# [Directions]
Pick out all lines with the word "Maishinku" from the records that follow.

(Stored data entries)
________
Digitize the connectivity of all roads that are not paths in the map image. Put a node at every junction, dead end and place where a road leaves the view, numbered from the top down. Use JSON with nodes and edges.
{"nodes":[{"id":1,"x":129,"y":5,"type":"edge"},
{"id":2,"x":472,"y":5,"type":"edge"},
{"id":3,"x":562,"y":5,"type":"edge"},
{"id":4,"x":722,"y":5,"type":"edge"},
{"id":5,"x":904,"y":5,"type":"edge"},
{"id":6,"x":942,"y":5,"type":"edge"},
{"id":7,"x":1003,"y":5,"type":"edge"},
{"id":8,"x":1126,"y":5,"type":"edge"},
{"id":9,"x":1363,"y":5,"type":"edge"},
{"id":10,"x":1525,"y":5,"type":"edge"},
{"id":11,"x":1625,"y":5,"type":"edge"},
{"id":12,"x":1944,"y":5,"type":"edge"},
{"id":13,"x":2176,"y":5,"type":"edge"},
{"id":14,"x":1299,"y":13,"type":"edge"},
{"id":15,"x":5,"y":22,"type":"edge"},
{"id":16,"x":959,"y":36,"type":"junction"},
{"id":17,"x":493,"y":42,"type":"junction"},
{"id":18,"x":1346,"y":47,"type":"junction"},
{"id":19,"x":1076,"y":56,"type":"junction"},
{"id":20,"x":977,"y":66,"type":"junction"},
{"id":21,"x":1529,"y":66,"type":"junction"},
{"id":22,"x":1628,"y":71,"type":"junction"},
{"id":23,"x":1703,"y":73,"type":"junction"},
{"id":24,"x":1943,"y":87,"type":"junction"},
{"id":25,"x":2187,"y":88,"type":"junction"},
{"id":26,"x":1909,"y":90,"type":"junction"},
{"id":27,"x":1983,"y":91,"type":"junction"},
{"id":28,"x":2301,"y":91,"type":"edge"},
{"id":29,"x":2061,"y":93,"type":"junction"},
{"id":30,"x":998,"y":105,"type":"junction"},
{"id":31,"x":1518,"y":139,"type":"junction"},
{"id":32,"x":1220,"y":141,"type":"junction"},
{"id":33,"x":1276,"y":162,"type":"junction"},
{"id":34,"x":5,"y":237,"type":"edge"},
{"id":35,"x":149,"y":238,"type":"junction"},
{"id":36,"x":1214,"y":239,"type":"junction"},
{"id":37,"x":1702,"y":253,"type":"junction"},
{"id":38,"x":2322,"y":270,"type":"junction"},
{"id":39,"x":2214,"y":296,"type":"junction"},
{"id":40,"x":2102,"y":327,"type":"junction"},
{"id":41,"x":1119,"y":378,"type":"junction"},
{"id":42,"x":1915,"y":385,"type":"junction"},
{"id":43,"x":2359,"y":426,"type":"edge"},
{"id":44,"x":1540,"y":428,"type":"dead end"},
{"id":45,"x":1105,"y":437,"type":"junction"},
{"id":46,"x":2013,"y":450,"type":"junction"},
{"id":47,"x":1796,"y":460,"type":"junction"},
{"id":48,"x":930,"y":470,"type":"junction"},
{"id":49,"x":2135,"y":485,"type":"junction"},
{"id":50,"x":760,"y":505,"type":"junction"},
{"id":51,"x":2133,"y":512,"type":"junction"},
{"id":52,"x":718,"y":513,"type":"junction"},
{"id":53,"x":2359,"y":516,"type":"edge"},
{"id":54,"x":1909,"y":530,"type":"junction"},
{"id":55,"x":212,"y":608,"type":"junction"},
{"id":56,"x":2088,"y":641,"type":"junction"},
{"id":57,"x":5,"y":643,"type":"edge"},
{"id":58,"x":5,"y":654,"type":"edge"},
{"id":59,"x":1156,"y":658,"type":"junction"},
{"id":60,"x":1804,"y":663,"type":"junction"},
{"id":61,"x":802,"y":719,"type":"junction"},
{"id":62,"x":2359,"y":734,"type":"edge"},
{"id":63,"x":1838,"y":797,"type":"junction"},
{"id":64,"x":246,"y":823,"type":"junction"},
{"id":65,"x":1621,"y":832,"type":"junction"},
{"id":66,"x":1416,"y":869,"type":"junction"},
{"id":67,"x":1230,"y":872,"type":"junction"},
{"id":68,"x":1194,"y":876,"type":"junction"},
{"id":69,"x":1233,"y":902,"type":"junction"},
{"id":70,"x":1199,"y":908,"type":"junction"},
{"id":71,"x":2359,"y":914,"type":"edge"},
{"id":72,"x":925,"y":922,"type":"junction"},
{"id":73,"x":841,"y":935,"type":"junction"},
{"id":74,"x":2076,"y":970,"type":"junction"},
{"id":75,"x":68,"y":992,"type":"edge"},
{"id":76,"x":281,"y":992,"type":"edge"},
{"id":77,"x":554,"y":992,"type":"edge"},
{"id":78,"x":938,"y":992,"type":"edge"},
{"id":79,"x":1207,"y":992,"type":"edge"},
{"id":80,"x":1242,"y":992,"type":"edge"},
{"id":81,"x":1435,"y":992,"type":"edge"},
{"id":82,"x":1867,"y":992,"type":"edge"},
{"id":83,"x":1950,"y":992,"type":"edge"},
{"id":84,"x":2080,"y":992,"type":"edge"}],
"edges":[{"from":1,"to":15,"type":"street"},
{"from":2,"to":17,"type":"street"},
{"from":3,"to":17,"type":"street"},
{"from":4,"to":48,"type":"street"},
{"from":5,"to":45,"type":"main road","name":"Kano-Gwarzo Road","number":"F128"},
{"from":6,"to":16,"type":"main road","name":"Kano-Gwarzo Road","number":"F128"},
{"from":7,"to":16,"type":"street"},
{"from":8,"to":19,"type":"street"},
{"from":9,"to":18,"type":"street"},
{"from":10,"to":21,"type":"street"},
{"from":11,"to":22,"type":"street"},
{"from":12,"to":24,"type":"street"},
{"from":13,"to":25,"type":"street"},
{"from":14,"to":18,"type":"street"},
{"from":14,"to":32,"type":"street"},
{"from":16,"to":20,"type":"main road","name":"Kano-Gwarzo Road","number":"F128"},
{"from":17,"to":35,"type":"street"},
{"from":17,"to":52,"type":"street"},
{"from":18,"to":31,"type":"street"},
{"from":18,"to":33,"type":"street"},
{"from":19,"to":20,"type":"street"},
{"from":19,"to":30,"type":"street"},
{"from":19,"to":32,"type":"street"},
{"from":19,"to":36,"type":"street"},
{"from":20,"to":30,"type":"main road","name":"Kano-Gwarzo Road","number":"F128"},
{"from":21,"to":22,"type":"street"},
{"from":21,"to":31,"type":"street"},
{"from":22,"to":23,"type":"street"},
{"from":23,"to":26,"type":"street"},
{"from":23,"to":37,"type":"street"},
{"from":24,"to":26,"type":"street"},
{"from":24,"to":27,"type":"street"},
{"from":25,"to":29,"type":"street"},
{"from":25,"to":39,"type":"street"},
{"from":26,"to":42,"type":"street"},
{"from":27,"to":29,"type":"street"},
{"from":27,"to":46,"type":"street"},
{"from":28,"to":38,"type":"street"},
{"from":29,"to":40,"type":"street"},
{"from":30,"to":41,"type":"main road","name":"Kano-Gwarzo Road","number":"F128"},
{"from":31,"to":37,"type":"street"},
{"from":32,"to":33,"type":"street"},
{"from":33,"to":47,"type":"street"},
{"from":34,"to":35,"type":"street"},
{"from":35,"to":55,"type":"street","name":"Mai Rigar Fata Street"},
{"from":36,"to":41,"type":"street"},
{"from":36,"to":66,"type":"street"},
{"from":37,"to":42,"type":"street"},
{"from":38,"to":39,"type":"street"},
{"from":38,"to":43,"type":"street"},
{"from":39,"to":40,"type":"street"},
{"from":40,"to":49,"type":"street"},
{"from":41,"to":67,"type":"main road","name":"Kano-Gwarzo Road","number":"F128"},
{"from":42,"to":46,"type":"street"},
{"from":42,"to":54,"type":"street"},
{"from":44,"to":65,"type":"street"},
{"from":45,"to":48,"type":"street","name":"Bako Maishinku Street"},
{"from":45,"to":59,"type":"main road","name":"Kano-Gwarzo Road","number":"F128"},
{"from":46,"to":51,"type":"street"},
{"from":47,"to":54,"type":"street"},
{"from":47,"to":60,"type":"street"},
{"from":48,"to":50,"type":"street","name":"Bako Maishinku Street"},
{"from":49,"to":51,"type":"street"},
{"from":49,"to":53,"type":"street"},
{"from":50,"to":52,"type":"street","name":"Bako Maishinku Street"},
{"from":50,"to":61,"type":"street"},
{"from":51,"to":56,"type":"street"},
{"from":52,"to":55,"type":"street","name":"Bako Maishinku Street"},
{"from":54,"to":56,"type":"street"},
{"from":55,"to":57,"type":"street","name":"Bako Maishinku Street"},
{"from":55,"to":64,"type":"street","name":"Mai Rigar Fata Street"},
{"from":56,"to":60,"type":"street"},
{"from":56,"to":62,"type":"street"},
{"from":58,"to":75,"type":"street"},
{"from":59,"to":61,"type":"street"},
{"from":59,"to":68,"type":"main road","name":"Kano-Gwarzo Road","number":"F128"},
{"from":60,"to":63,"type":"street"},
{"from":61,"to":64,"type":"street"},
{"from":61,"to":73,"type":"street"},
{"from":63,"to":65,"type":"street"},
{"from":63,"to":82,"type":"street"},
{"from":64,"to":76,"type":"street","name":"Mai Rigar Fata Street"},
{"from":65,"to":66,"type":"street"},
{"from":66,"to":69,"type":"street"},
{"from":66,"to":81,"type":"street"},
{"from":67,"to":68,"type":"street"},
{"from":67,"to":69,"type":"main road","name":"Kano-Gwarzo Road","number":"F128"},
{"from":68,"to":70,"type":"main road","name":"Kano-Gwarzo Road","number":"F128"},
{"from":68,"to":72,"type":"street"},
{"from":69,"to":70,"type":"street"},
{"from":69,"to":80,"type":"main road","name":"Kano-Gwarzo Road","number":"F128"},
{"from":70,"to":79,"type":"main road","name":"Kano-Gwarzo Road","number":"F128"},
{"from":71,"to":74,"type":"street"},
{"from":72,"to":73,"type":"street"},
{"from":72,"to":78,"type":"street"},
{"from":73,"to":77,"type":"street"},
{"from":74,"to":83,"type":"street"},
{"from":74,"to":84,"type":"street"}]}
________
# [Expected answer]
{"from":45,"to":48,"type":"street","name":"Bako Maishinku Street"},
{"from":48,"to":50,"type":"street","name":"Bako Maishinku Street"},
{"from":50,"to":52,"type":"street","name":"Bako Maishinku Street"},
{"from":52,"to":55,"type":"street","name":"Bako Maishinku Street"},
{"from":55,"to":57,"type":"street","name":"Bako Maishinku Street"},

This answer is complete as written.